Of course given what happened with the COVID19 pandemic, and the “two second sound bite” nature of our media reporting, the story has become “Doug Ford cut spending – we have a pandemic – solution – spend more”. It’s a nice simple argument. “Hey we spent more money, problem solved.”

However, just spending more on public health (and to be clear again – I support wise investments in public health), isn’t enough. There’s no sense in spending more on a disjointed system. What’s needed is to get all the PHU’s across the Province to integrate into one standard electronic system of record keeping, so that they can more efficiently and effectively contact trace.

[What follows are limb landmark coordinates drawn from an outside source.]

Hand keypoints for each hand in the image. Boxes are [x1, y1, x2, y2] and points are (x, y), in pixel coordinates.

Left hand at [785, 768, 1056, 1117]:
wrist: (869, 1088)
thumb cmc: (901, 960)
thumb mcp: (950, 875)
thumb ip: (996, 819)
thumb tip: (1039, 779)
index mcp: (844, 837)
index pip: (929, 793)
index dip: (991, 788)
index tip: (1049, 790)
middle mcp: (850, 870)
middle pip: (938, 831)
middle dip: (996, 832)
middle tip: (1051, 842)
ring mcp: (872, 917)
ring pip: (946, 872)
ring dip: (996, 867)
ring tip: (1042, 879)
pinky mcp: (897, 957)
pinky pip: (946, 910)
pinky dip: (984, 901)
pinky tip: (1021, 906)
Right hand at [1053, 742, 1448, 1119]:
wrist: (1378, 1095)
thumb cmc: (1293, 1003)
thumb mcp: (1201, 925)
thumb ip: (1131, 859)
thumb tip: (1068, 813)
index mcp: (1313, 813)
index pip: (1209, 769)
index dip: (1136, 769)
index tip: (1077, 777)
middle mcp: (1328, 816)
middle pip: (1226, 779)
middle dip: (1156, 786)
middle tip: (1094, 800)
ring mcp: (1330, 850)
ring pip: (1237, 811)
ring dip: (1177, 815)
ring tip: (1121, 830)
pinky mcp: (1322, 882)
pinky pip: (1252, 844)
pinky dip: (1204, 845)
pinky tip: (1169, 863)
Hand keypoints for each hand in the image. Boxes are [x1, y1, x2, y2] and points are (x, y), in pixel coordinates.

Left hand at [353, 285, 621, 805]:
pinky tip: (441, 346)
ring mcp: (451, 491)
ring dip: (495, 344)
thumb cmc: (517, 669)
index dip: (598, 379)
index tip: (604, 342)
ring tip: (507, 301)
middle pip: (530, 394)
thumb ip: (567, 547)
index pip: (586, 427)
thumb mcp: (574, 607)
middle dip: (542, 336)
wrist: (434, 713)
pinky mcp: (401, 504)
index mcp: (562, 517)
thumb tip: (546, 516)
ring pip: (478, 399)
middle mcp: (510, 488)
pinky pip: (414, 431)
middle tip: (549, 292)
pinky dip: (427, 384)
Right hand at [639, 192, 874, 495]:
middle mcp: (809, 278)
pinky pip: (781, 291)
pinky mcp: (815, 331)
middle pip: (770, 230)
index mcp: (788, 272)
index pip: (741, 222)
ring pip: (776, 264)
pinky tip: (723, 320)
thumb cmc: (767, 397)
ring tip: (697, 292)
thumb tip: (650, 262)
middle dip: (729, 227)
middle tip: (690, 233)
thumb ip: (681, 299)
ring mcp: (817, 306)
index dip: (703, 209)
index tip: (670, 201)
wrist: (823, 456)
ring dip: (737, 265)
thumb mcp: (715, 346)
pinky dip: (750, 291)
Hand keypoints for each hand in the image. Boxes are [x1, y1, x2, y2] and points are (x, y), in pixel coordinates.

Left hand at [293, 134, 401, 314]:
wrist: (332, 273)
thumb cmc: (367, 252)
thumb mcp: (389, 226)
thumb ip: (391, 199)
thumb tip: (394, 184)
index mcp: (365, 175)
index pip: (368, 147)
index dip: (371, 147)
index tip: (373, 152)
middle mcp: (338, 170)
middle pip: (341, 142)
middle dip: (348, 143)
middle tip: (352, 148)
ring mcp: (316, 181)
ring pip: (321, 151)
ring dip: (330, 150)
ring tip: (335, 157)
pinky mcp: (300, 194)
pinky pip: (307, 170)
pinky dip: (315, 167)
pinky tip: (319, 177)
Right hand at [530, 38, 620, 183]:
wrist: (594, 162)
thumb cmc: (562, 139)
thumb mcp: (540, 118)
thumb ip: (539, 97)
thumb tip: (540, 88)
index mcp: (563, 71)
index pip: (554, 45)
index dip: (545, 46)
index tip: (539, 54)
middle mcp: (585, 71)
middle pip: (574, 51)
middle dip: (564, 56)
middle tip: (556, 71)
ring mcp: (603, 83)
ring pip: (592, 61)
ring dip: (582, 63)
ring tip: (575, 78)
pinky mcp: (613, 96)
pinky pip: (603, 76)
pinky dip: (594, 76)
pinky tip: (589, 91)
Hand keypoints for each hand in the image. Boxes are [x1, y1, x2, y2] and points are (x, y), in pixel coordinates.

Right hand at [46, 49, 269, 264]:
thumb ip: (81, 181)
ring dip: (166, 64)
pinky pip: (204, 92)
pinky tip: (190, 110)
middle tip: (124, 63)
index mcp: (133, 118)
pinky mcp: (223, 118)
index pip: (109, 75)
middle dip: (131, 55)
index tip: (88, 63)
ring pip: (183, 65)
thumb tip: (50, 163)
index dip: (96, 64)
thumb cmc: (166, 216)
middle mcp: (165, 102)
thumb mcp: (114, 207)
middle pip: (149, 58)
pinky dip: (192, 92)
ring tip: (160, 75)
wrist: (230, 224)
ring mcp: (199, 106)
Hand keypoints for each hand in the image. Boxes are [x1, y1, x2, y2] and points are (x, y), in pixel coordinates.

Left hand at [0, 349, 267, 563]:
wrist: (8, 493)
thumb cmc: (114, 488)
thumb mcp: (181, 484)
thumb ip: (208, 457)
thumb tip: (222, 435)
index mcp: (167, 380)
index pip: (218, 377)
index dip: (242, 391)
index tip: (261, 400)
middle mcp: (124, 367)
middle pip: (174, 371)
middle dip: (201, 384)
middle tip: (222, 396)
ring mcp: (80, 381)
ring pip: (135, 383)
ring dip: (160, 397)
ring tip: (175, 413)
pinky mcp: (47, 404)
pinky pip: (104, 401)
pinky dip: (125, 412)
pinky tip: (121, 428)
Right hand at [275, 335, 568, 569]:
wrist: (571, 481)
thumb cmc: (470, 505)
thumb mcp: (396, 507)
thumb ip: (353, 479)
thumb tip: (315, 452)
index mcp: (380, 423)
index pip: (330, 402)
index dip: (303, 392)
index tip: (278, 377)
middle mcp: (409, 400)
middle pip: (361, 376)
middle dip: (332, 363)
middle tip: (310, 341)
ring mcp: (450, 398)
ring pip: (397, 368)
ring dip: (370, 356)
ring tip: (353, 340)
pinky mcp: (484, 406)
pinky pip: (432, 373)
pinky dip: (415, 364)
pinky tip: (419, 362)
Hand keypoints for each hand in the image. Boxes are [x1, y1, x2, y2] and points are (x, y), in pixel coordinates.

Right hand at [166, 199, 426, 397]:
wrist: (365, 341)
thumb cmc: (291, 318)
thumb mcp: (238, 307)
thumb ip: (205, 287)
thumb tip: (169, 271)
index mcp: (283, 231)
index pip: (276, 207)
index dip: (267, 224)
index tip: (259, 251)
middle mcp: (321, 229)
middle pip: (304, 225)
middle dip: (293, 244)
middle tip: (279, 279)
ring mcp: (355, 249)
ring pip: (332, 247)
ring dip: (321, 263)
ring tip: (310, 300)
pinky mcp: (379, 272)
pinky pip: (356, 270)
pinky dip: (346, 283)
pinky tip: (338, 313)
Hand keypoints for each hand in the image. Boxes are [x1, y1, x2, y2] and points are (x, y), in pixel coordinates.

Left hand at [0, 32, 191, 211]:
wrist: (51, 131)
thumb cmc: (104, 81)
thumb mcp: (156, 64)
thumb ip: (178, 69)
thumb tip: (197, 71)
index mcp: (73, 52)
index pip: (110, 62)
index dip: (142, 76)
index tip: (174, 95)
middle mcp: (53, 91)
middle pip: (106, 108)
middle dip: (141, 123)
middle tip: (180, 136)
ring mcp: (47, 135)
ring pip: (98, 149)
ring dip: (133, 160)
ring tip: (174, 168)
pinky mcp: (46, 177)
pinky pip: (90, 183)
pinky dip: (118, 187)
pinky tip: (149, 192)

More Wide Spread Testing for COVID19

Next of course, we still need more wide spread testing, and ideally we need something called “point of care” testing. Once again, the four countries I referenced earlier led the way in testing as many people as possible. So this needs doing as well.

APP for Contact Tracing

Finally, we really should authorize a provincial app for Contact Tracing. Alberta already has one. Alberta has taken many precautions to ensure that patient privacy is protected (app does not use GPS, has a randomized non-identifiable ID, erases data every 21 days etc). We could just use that one, or a more Ontario centric one like this excellent one developed by physicians . It has some what more features and ease of use but uses GPS. Better yet, why not link and App to a patient’s own health care portal like MyChart, which already integrates COVID19 test results?

As the New York Times pointed out, Contact Tracing is hard. However, we need to get on with it. Without effective Contact Tracing, we can’t mitigate against the potential second and third waves of this pandemic. Without mitigation, the economic and health disaster will continue and untold millions more will continue to suffer.

Here’s hoping that instead of just throwing money at a problem, governments of all levels invest smartly at the right tools (standardized PHUs, contact tracing APPs etc.) to deal with the COVID19 Pandemic. The alternative is too frightening to consider.